Il tema del lavoro per le nuove generazioni è cruciale, soprattutto nel riconoscere e valorizzare le competenze non formali o informali, che appartengono spesso a chi si affaccia al mondo occupazionale e da questo non viene pienamente riconosciuto o conosciuto. Per questo è importante la diffusione di una filosofia di gestione delle persone che si orienti alla creazione di ambiti di lavoro in cui via sia il potenziamento individuale come valore aggiunto.

Il Manifesto mette in evidenza il dato per cui sono proprie le nuove generazioni con background che hanno maggiore probabilità di lavorare in settori precari come il commercio e la cura, in condizioni di sfruttamento e di doppio lavoro per poter far fronte al lavoro precario e sottopagato.

Sarà per questo che, secondo i dati Istat, è proprio tra questa generazione che si registrano percentuali più alte, rispetto a quelle dei coetanei italiani, di desideri di progettare il proprio futuro all’estero. Significa che il paese in cui si sono cresciuti e formati poi non li sa trattenere, proponendo loro solo lavori in cui non si riconoscono. Una sorta di “condanna” che li costringe a essere “eternamente migranti”.

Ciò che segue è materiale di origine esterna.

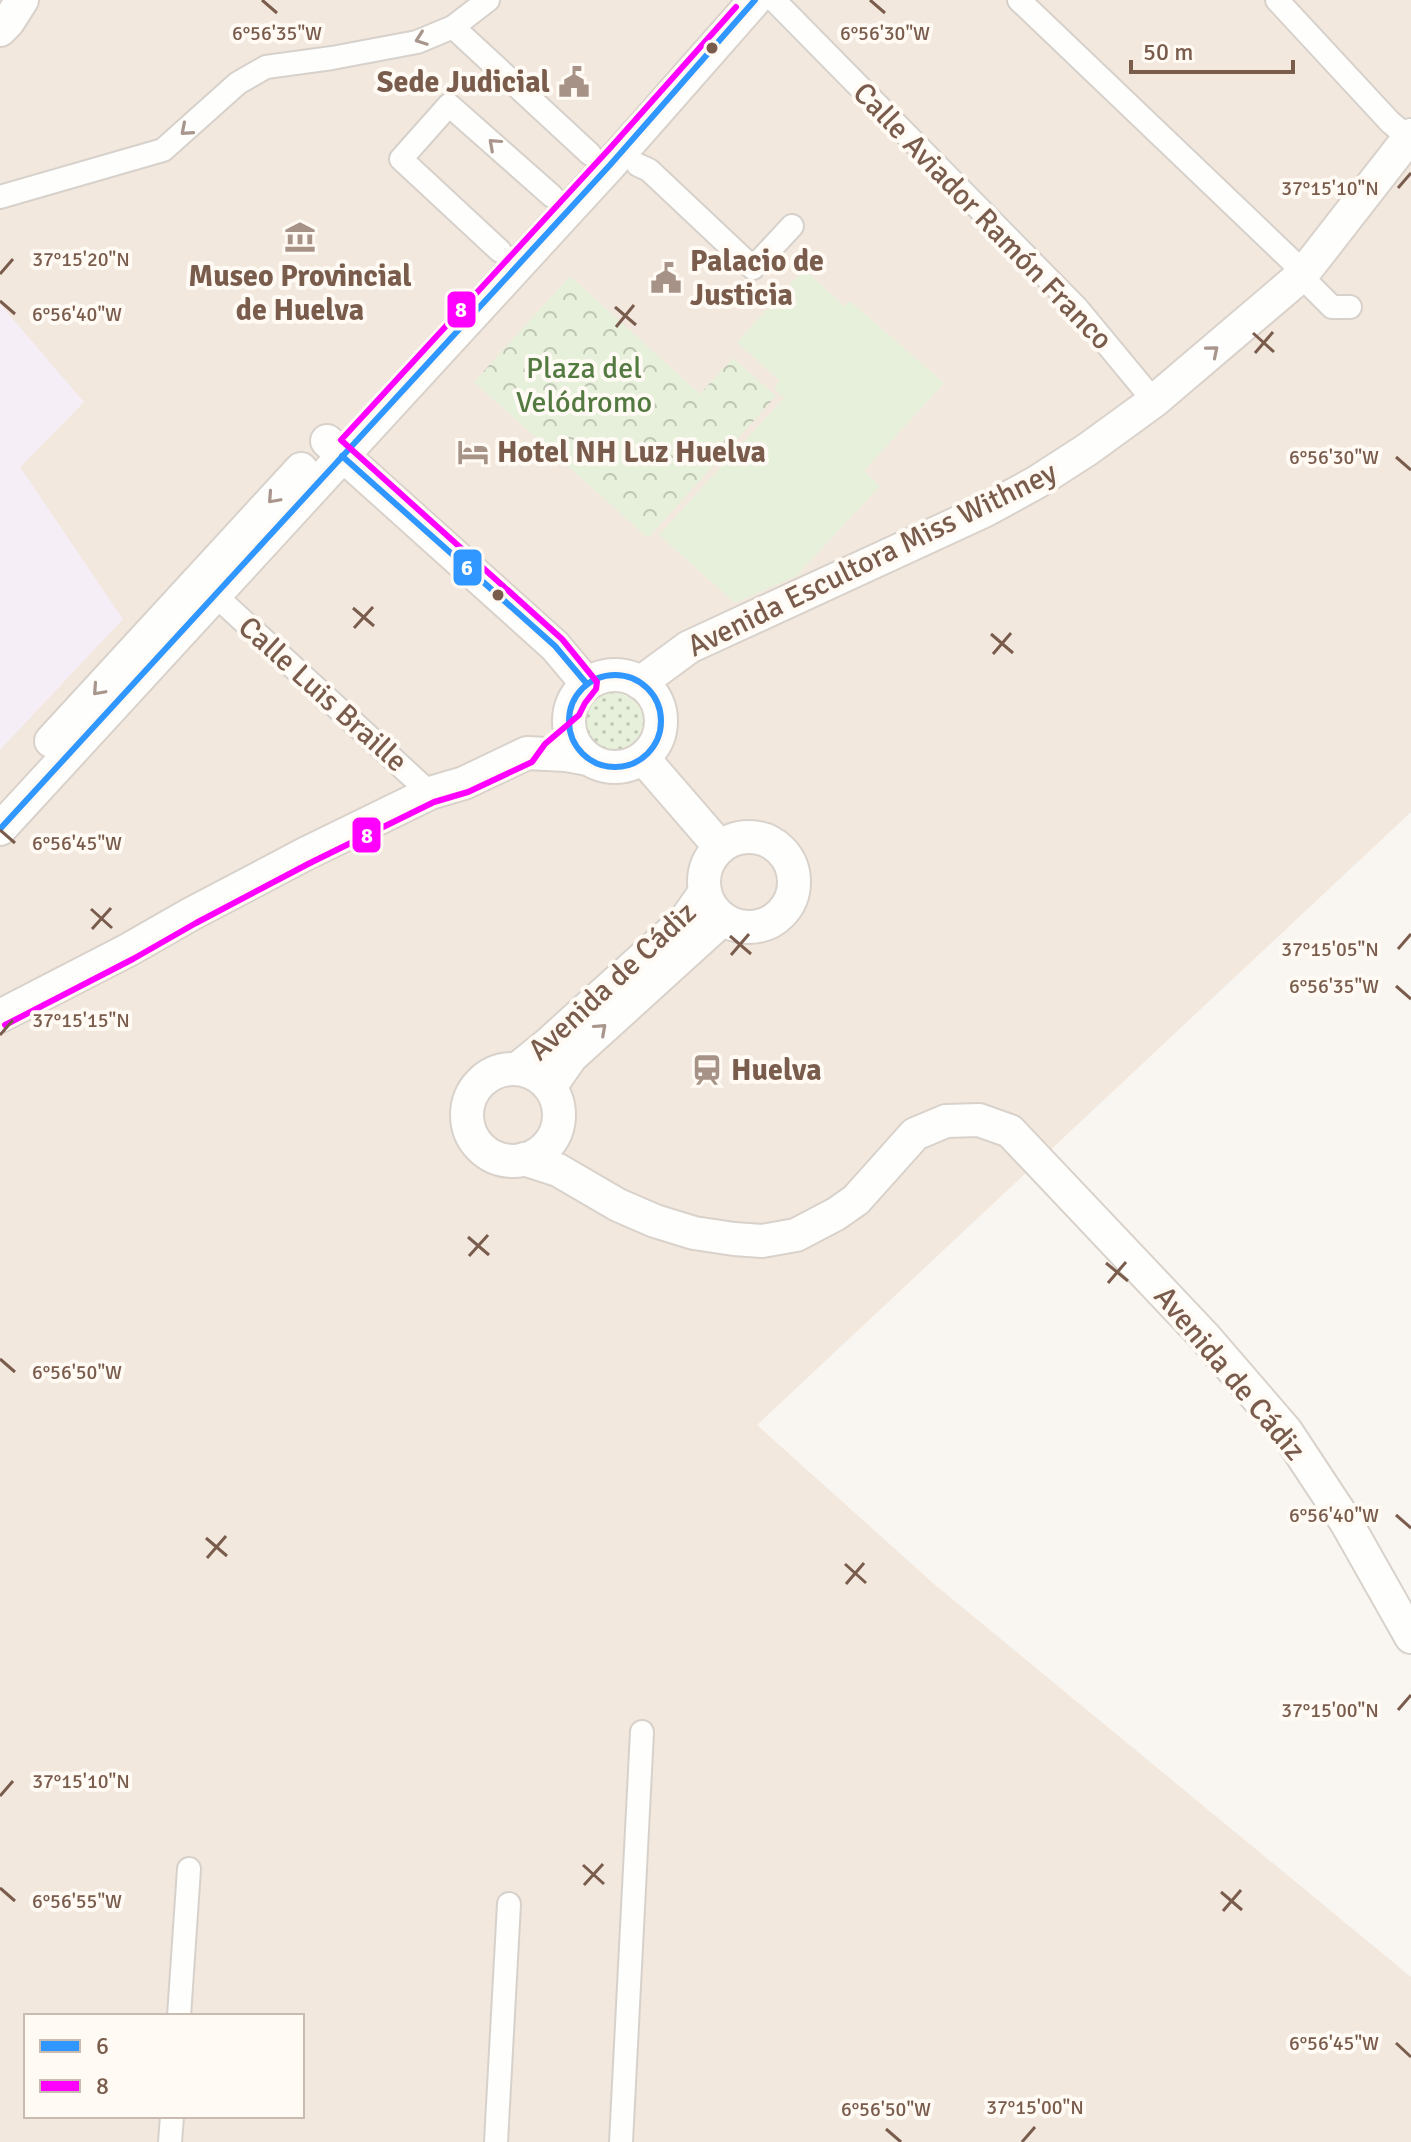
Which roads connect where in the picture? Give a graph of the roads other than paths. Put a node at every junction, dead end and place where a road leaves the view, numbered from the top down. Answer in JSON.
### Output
{"nodes":[{"id":1,"x":22,"y":0,"type":"edge"},
{"id":2,"x":488,"y":0,"type":"edge"},
{"id":3,"x":729,"y":0,"type":"edge"},
{"id":4,"x":755,"y":0,"type":"edge"},
{"id":5,"x":774,"y":0,"type":"edge"},
{"id":6,"x":1019,"y":0,"type":"edge"},
{"id":7,"x":1277,"y":0,"type":"edge"},
{"id":8,"x":453,"y":27,"type":"junction"},
{"id":9,"x":0,"y":30,"type":"edge"},
{"id":10,"x":1410,"y":137,"type":"edge"},
{"id":11,"x":590,"y":154,"type":"junction"},
{"id":12,"x":638,"y":165,"type":"dead end"},
{"id":13,"x":552,"y":196,"type":"junction"},
{"id":14,"x":0,"y":197,"type":"edge"},
{"id":15,"x":792,"y":226,"type":"dead end"},
{"id":16,"x":500,"y":251,"type":"junction"},
{"id":17,"x":1302,"y":275,"type":"junction"},
{"id":18,"x":1350,"y":307,"type":"dead end"},
{"id":19,"x":1154,"y":401,"type":"junction"},
{"id":20,"x":334,"y":448,"type":"junction"},
{"id":21,"x":216,"y":596,"type":"junction"},
{"id":22,"x":640,"y":683,"type":"junction"},
{"id":23,"x":579,"y":697,"type":"junction"},
{"id":24,"x":527,"y":753,"type":"junction"},
{"id":25,"x":643,"y":758,"type":"junction"},
{"id":26,"x":588,"y":759,"type":"junction"},
{"id":27,"x":430,"y":793,"type":"junction"},
{"id":28,"x":0,"y":798,"type":"edge"},
{"id":29,"x":0,"y":829,"type":"edge"},
{"id":30,"x":720,"y":847,"type":"junction"},
{"id":31,"x":705,"y":892,"type":"junction"},
{"id":32,"x":723,"y":919,"type":"junction"},
{"id":33,"x":0,"y":1016,"type":"edge"},
{"id":34,"x":517,"y":1069,"type":"junction"},
{"id":35,"x":550,"y":1087,"type":"junction"},
{"id":36,"x":556,"y":1129,"type":"junction"},
{"id":37,"x":524,"y":1159,"type":"junction"},
{"id":38,"x":590,"y":1188,"type":"junction"},
{"id":39,"x":1411,"y":1637,"type":"edge"},
{"id":40,"x":642,"y":1732,"type":"dead end"},
{"id":41,"x":189,"y":1869,"type":"dead end"},
{"id":42,"x":509,"y":1904,"type":"dead end"},
{"id":43,"x":179,"y":2014,"type":"edge"},
{"id":44,"x":172,"y":2118,"type":"edge"},
{"id":45,"x":170,"y":2142,"type":"edge"},
{"id":46,"x":496,"y":2142,"type":"edge"},
{"id":47,"x":621,"y":2142,"type":"edge"}],
"edges":[{"from":1,"to":9,"type":"street"},
{"from":2,"to":8,"type":"street"},
{"from":3,"to":11,"type":"street"},
{"from":4,"to":20,"type":"street"},
{"from":5,"to":19,"type":"street","name":"Calle Aviador Ramón Franco"},
{"from":6,"to":17,"type":"street"},
{"from":7,"to":10,"type":"street"},
{"from":8,"to":11,"type":"street"},
{"from":8,"to":14,"type":"street","one_way":true},
{"from":10,"to":17,"type":"street","name":"Avenida Escultora Miss Withney"},
{"from":11,"to":13,"type":"street"},
{"from":12,"to":15,"type":"street"},
{"from":13,"to":16,"type":"street"},
{"from":13,"to":16,"type":"street","one_way":true},
{"from":16,"to":20,"type":"street"},
{"from":17,"to":18,"type":"street"},
{"from":19,"to":17,"type":"street","name":"Avenida Escultora Miss Withney","one_way":true},
{"from":19,"to":22,"type":"street","name":"Avenida Escultora Miss Withney"},
{"from":20,"to":21,"type":"street"},
{"from":20,"to":23,"type":"street"},
{"from":20,"to":28,"type":"street","one_way":true},
{"from":21,"to":27,"type":"street","name":"Calle Luis Braille"},
{"from":21,"to":29,"type":"street"},
{"from":22,"to":23,"type":"street"},
{"from":22,"to":25,"type":"street"},
{"from":23,"to":24,"type":"street"},
{"from":23,"to":26,"type":"street"},
{"from":24,"to":26,"type":"street"},
{"from":24,"to":27,"type":"street"},
{"from":25,"to":26,"type":"street"},
{"from":25,"to":30,"type":"street"},
{"from":27,"to":33,"type":"street"},
{"from":30,"to":31,"type":"street"},
{"from":30,"to":32,"type":"street"},
{"from":31,"to":32,"type":"street"},
{"from":31,"to":34,"type":"street","name":"Avenida de Cádiz"},
{"from":35,"to":32,"type":"street","name":"Avenida de Cádiz","one_way":true},
{"from":34,"to":35,"type":"street"},
{"from":34,"to":37,"type":"street"},
{"from":35,"to":36,"type":"street"},
{"from":36,"to":37,"type":"street"},
{"from":36,"to":38,"type":"street"},
{"from":37,"to":38,"type":"street","name":"Avenida de Cádiz"},
{"from":38,"to":39,"type":"street","name":"Avenida de Cádiz"},
{"from":40,"to":47,"type":"street"},
{"from":41,"to":43,"type":"street"},
{"from":42,"to":46,"type":"street"},
{"from":44,"to":45,"type":"street"}]}
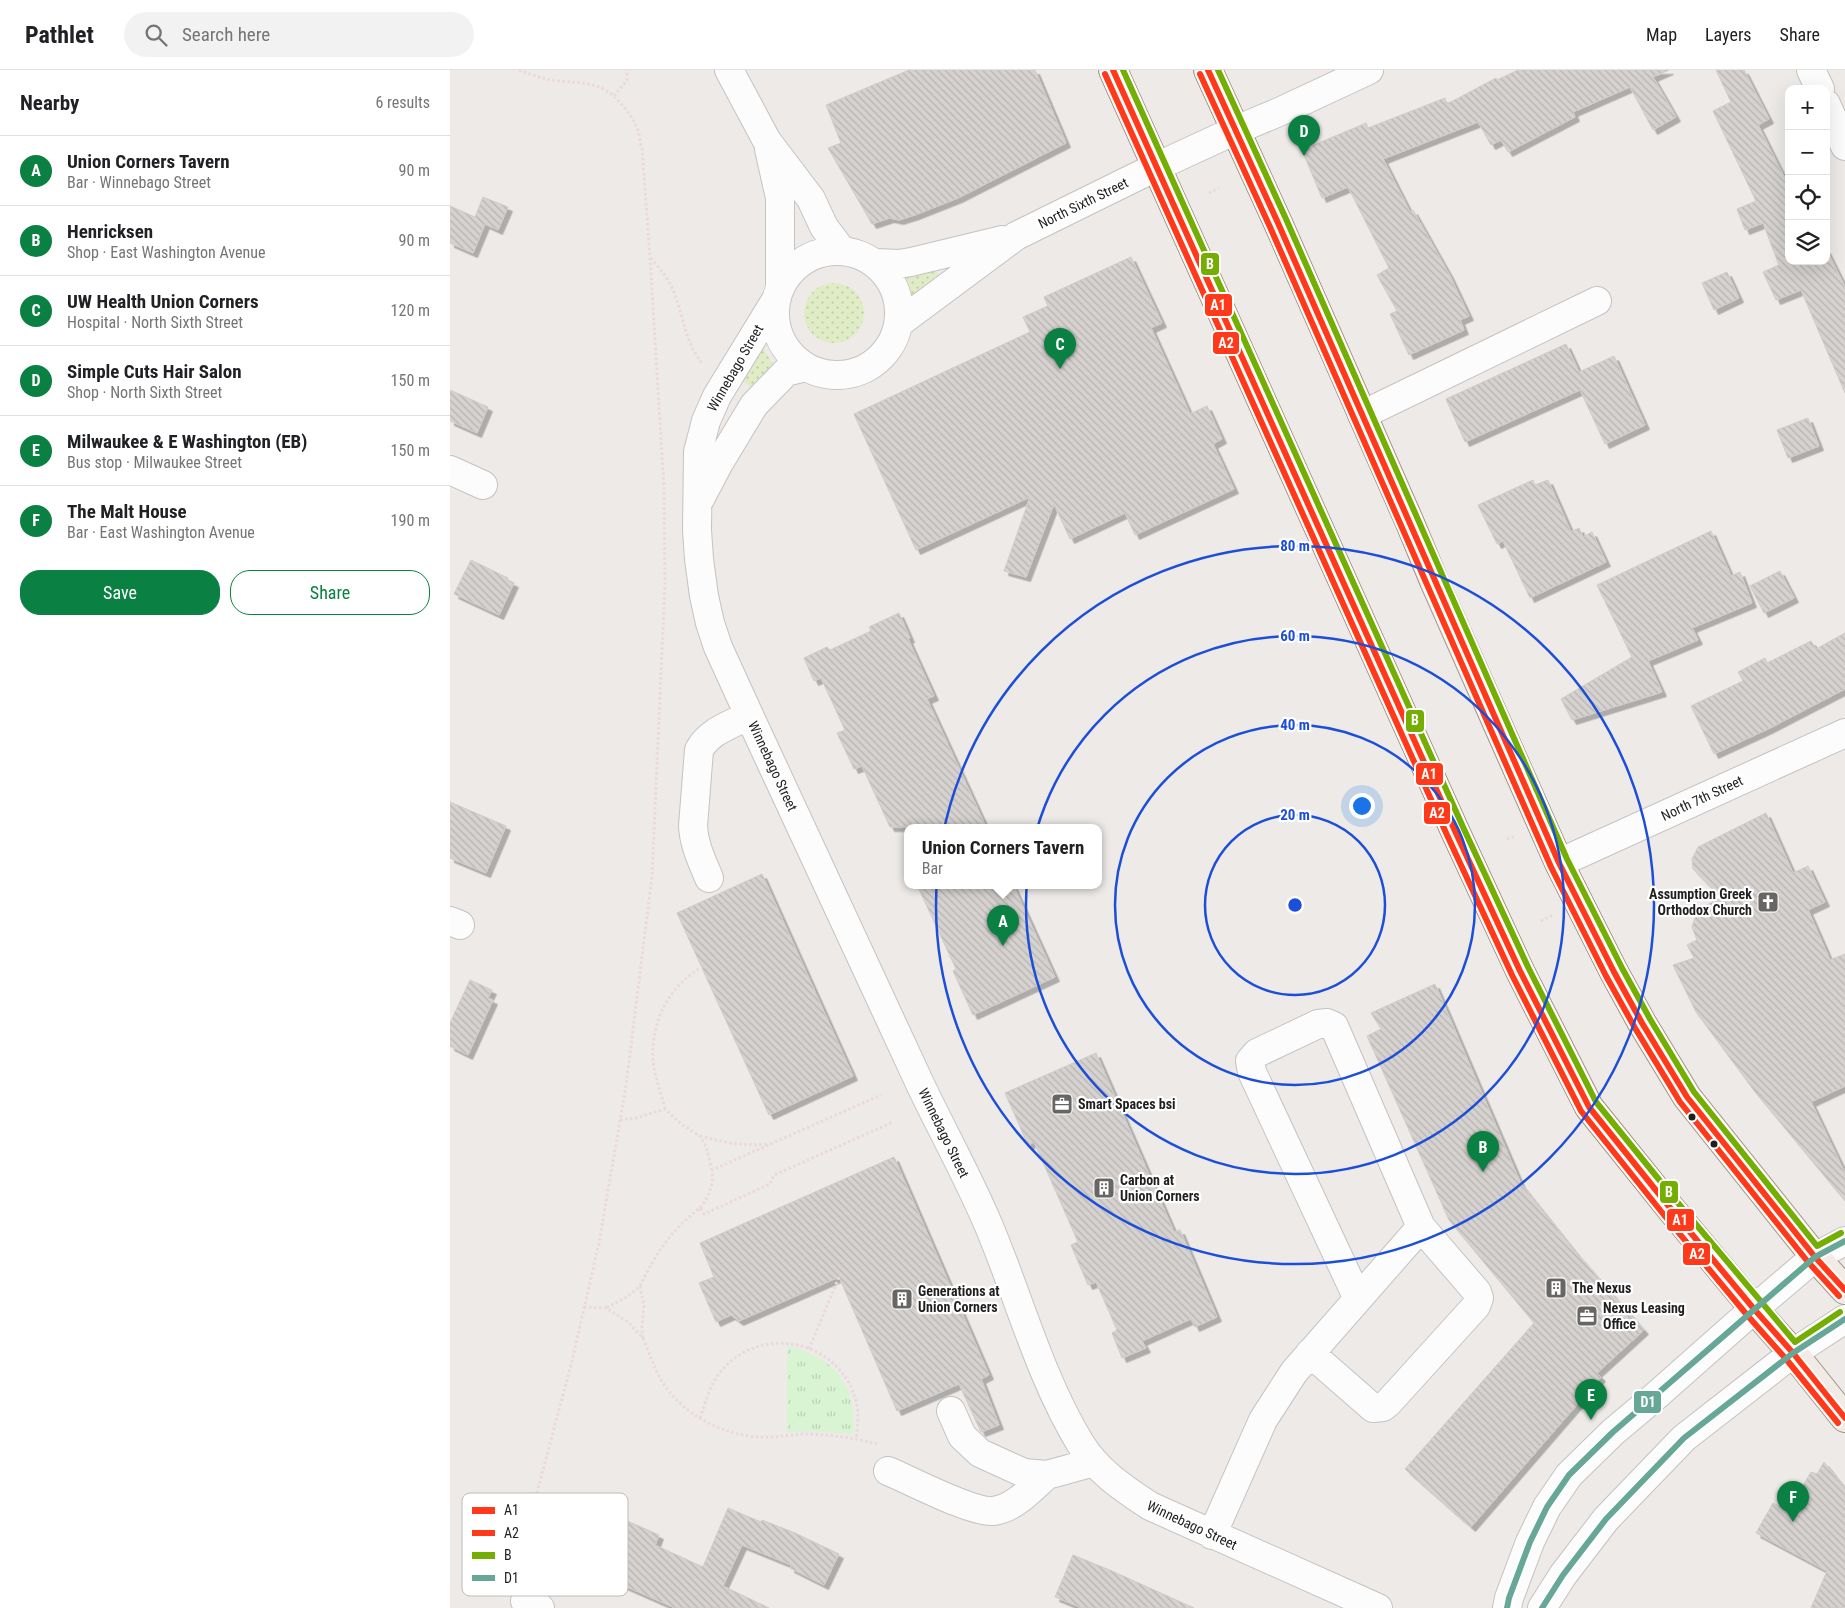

Un po’ come già accade ai loro genitori che si trovano a svolgere lavori in cui risultano spesso essere sovraistruiti. Per quella ghettizzazione che confina le persone di origine straniera a ricoprire sempre le stesse occupazioni, a prescindere dal proprio titolo di studio. Un esempio su tutti è quello delle donne dell’Est confinate ai lavori di cura domestica e/o familiare.

Lo sport, la musica

Il Manifesto si focalizza poi su due ambiti che potrebbero giocare la differenza per il loro essere strumento universale di realizzazione, riconoscimento, comunicazione: lo sport e la musica. Il primo come vettore di integrazione e socializzazione, non solo come invece accaduto di riconoscimento di cittadinanza per coloro che eccellono nelle attività, ma come strumento comunitario e formativo.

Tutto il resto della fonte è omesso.